# [PROBLEM REQUIREMENTS]
When you find the word "Bolognesi" in a line of the entries, please copy the whole line.

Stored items
⁂
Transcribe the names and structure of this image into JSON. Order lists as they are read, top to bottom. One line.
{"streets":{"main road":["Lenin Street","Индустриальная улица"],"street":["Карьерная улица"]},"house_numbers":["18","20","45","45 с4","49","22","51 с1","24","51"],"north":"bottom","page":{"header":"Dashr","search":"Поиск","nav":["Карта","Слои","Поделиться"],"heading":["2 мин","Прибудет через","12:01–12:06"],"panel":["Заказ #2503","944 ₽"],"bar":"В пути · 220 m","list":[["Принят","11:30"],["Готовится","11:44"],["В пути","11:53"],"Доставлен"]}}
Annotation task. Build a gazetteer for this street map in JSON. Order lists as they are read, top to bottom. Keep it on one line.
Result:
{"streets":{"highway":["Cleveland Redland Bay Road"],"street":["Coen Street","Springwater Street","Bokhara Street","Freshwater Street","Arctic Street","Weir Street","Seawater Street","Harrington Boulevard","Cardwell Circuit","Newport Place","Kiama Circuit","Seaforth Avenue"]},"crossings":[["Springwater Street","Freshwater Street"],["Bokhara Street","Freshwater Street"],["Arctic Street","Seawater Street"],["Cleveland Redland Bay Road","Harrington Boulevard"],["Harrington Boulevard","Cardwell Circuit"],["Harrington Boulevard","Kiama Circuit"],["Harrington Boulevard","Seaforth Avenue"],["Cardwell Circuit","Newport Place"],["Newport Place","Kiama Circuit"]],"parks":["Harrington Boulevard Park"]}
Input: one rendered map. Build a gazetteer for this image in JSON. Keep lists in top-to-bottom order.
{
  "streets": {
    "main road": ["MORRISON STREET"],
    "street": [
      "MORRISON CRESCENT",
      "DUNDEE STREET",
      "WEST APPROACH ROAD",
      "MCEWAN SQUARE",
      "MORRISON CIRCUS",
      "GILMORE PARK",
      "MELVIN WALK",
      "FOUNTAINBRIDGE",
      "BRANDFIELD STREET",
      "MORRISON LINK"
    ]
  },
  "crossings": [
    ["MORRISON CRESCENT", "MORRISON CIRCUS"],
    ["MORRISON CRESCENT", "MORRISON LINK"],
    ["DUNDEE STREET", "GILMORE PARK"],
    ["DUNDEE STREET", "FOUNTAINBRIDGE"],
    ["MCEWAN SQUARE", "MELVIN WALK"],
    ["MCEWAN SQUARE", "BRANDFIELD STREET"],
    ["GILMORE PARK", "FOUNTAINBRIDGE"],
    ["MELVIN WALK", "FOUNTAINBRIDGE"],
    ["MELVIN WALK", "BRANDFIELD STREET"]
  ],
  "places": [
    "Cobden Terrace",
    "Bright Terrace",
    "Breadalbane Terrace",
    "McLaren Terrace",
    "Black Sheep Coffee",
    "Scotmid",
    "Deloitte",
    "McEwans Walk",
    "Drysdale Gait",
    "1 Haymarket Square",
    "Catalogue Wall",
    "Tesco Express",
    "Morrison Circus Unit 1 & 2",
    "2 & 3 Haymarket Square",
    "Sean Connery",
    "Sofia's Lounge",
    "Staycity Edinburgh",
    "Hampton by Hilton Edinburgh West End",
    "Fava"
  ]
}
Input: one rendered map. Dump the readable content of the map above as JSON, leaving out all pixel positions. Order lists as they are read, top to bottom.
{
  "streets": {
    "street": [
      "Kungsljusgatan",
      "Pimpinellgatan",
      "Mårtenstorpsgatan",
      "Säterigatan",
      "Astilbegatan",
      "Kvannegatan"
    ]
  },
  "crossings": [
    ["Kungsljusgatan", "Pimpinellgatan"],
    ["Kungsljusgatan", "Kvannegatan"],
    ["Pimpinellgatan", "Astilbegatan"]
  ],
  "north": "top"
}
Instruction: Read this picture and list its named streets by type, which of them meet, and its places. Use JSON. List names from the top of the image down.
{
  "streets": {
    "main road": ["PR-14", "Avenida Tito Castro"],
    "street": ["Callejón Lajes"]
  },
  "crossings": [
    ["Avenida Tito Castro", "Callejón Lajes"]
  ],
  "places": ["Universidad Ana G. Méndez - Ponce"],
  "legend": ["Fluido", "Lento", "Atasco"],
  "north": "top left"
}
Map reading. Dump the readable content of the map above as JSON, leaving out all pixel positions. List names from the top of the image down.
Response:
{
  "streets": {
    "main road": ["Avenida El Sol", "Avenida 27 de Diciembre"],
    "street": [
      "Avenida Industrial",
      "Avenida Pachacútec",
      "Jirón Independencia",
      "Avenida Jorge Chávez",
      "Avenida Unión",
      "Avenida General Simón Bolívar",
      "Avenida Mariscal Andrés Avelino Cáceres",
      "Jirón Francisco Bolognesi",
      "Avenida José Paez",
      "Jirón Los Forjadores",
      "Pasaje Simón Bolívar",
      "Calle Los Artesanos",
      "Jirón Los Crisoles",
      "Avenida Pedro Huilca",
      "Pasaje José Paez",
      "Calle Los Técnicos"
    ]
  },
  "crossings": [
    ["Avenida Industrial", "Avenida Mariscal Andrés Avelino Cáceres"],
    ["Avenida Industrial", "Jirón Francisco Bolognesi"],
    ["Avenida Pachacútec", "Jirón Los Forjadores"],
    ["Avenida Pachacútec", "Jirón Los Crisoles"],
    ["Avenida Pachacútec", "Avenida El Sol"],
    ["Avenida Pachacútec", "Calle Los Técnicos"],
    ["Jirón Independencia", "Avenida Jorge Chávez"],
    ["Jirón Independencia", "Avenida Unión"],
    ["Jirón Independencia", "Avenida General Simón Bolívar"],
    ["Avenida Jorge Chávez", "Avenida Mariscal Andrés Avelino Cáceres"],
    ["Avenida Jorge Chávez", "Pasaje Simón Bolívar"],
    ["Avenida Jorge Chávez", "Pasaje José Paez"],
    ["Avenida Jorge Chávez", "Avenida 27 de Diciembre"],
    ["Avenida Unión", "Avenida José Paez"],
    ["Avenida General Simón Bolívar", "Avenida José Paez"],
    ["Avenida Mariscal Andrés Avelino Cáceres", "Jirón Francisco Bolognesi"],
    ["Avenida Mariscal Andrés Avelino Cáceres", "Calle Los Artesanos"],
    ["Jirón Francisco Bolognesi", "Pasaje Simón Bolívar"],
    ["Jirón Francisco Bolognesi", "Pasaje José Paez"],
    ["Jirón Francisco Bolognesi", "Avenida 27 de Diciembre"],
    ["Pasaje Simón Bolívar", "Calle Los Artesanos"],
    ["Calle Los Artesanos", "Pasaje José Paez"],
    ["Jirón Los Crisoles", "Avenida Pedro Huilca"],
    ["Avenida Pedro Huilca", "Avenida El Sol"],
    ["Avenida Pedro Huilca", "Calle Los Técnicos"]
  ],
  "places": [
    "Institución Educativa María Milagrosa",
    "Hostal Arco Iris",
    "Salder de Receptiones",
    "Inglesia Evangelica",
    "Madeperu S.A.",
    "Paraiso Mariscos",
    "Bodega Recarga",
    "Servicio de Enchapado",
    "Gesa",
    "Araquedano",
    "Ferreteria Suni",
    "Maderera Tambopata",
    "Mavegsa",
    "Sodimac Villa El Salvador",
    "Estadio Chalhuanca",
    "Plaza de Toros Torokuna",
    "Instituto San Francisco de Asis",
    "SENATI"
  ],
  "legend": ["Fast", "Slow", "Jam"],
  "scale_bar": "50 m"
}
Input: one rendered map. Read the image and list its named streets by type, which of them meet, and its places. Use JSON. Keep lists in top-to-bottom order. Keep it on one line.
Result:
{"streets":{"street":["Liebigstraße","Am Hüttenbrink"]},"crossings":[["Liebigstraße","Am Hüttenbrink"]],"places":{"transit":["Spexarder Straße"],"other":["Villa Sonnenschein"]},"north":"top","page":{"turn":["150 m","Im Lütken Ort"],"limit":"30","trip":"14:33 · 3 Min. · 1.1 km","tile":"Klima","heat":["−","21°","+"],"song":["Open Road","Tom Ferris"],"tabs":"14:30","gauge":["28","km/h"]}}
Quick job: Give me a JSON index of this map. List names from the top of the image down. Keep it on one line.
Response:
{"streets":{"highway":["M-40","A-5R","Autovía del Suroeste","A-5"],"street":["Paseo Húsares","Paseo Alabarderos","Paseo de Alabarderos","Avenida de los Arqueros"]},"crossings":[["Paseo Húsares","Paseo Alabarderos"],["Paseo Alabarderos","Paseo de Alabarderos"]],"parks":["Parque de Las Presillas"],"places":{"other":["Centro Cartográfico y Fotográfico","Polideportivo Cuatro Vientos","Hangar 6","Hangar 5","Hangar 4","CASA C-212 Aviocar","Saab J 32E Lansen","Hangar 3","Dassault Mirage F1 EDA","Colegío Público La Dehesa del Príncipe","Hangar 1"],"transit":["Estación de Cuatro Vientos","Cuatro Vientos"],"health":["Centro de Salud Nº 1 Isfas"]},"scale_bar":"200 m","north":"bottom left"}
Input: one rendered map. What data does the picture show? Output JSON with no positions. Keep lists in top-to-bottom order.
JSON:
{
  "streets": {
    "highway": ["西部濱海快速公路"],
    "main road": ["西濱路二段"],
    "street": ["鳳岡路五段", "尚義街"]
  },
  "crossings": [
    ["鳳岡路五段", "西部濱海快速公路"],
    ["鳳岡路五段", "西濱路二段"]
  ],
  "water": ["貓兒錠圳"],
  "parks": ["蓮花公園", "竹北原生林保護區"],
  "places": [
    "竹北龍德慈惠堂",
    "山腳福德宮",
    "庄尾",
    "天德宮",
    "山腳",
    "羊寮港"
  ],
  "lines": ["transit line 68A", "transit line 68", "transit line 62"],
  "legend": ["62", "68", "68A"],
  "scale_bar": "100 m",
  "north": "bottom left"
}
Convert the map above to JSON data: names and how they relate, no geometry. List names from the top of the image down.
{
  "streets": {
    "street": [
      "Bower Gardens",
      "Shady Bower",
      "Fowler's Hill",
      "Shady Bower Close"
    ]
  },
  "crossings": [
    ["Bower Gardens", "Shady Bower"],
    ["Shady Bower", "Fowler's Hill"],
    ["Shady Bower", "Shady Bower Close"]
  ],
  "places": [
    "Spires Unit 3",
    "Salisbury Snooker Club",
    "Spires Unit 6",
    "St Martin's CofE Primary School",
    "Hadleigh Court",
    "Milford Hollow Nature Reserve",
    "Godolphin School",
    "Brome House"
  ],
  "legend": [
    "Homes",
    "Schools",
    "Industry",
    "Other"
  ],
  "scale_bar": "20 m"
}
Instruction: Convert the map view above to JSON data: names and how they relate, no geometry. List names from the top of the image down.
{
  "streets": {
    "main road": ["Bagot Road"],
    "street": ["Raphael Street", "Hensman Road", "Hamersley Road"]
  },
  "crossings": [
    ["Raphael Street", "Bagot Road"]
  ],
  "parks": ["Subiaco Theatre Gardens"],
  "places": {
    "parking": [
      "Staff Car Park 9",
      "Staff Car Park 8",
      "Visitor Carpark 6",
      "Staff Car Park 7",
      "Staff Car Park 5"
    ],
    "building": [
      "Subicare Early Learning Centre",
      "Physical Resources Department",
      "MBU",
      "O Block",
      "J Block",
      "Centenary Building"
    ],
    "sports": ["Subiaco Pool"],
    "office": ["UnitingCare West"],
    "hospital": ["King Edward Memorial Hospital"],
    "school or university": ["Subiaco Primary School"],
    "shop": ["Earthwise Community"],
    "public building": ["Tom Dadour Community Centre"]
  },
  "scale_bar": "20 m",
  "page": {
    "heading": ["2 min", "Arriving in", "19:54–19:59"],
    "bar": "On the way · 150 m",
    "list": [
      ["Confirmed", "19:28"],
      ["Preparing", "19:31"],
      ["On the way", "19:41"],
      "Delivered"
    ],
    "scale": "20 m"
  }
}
⁂
# [TASK OUTPUT]
      "Jirón Francisco Bolognesi",
    ["Avenida Industrial", "Jirón Francisco Bolognesi"],
    ["Avenida Mariscal Andrés Avelino Cáceres", "Jirón Francisco Bolognesi"],
    ["Jirón Francisco Bolognesi", "Pasaje Simón Bolívar"],
    ["Jirón Francisco Bolognesi", "Pasaje José Paez"],
    ["Jirón Francisco Bolognesi", "Avenida 27 de Diciembre"],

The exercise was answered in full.